Detailed Description
The invention is further illustrated by the following specific examples.
Experimental materials:
plasmid: pBACKZERO-T (Kyoto King Ltd.), pCAMBIA3300(Cambia Labs);
the strain is as follows: coli TransT1 (beijing holotype gold), agrobacterium EHA105 (commercially available);
plant material: the maize receptor material Hi-II, the Ji 853 maize inbred line and the tetra 287 maize inbred line are all planted in the test fields of Jilin province agricultural science institute.
The methods used in the following examples are all the methods described in general molecular biology, tissue culture techniques and genetic engineering, unless otherwise specified.
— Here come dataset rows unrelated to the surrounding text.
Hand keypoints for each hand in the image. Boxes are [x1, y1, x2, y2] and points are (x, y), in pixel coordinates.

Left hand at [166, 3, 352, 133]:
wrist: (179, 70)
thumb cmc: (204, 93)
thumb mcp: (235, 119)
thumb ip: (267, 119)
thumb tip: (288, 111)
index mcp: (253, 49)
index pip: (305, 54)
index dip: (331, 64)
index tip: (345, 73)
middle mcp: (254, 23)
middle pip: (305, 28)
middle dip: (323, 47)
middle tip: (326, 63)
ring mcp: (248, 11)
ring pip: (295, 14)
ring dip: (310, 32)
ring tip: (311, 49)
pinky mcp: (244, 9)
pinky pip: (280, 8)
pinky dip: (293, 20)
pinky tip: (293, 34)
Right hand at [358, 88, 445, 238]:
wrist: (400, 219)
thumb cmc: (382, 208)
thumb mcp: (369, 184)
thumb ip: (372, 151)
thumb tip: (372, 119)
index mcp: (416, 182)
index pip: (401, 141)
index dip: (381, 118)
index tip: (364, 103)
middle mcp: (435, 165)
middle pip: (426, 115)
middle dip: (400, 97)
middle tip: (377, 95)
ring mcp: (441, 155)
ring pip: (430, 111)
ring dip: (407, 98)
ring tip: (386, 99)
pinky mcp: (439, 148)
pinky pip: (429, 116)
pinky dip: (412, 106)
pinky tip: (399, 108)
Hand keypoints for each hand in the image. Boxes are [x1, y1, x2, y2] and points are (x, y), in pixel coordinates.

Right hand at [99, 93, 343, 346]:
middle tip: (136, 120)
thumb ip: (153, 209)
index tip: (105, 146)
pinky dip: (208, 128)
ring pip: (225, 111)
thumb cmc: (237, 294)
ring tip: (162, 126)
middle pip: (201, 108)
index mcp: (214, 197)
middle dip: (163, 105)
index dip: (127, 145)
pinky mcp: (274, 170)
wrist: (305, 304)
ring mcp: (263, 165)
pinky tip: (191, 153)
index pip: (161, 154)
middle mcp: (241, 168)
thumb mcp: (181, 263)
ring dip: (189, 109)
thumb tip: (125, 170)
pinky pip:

The specific steps can be seen in: molecular Cloning: A Laboratory Manual (Sambrook, J., Russell, David W., Molecular Cloning: A Laboratory)ry Manual,3rdedition, 2001, NY, Cold Spring Harbor). Various reagents and endonucleases: purchased from TaKaRa, Shanghai Czeri Biotechnology, Inc., the gene synthesis was performed by Czeri Biotechnology, Inc., and the sequencing analysis was performed by Huada gene.